DATA FOR THIS EXERCISE:
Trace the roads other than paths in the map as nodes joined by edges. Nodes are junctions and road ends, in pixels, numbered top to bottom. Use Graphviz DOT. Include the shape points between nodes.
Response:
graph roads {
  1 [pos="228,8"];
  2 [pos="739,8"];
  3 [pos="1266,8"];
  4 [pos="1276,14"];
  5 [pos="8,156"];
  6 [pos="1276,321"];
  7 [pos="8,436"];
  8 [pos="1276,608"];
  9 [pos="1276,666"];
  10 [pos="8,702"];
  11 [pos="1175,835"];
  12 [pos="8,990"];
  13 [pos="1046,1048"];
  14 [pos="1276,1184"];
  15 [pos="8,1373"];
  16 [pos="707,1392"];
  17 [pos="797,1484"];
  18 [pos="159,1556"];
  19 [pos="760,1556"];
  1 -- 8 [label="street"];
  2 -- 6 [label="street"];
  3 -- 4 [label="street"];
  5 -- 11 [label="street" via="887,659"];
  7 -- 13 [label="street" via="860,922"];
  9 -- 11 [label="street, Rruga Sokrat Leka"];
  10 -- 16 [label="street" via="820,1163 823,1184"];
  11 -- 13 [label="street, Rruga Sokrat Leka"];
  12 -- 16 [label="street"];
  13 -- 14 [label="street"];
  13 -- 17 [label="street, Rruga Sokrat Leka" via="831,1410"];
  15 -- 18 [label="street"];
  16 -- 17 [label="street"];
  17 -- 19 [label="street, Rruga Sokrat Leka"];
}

TRY IT:
Transcribe all of the data above, keeping each line exactly as it stands.

OUTPUT BELOW:
Trace the roads other than paths in the map as nodes joined by edges. Nodes are junctions and road ends, in pixels, numbered top to bottom. Use Graphviz DOT. Include the shape points between nodes.
Response:
graph roads {
  1 [pos="228,8"];
  2 [pos="739,8"];
  3 [pos="1266,8"];
  4 [pos="1276,14"];
  5 [pos="8,156"];
  6 [pos="1276,321"];
  7 [pos="8,436"];
  8 [pos="1276,608"];
  9 [pos="1276,666"];
  10 [pos="8,702"];
  11 [pos="1175,835"];
  12 [pos="8,990"];
  13 [pos="1046,1048"];
  14 [pos="1276,1184"];
  15 [pos="8,1373"];
  16 [pos="707,1392"];
  17 [pos="797,1484"];
  18 [pos="159,1556"];
  19 [pos="760,1556"];
  1 -- 8 [label="street"];
  2 -- 6 [label="street"];
  3 -- 4 [label="street"];
  5 -- 11 [label="street" via="887,659"];
  7 -- 13 [label="street" via="860,922"];
  9 -- 11 [label="street, Rruga Sokrat Leka"];
  10 -- 16 [label="street" via="820,1163 823,1184"];
  11 -- 13 [label="street, Rruga Sokrat Leka"];
  12 -- 16 [label="street"];
  13 -- 14 [label="street"];
  13 -- 17 [label="street, Rruga Sokrat Leka" via="831,1410"];
  15 -- 18 [label="street"];
  16 -- 17 [label="street"];
  17 -- 19 [label="street, Rruga Sokrat Leka"];
}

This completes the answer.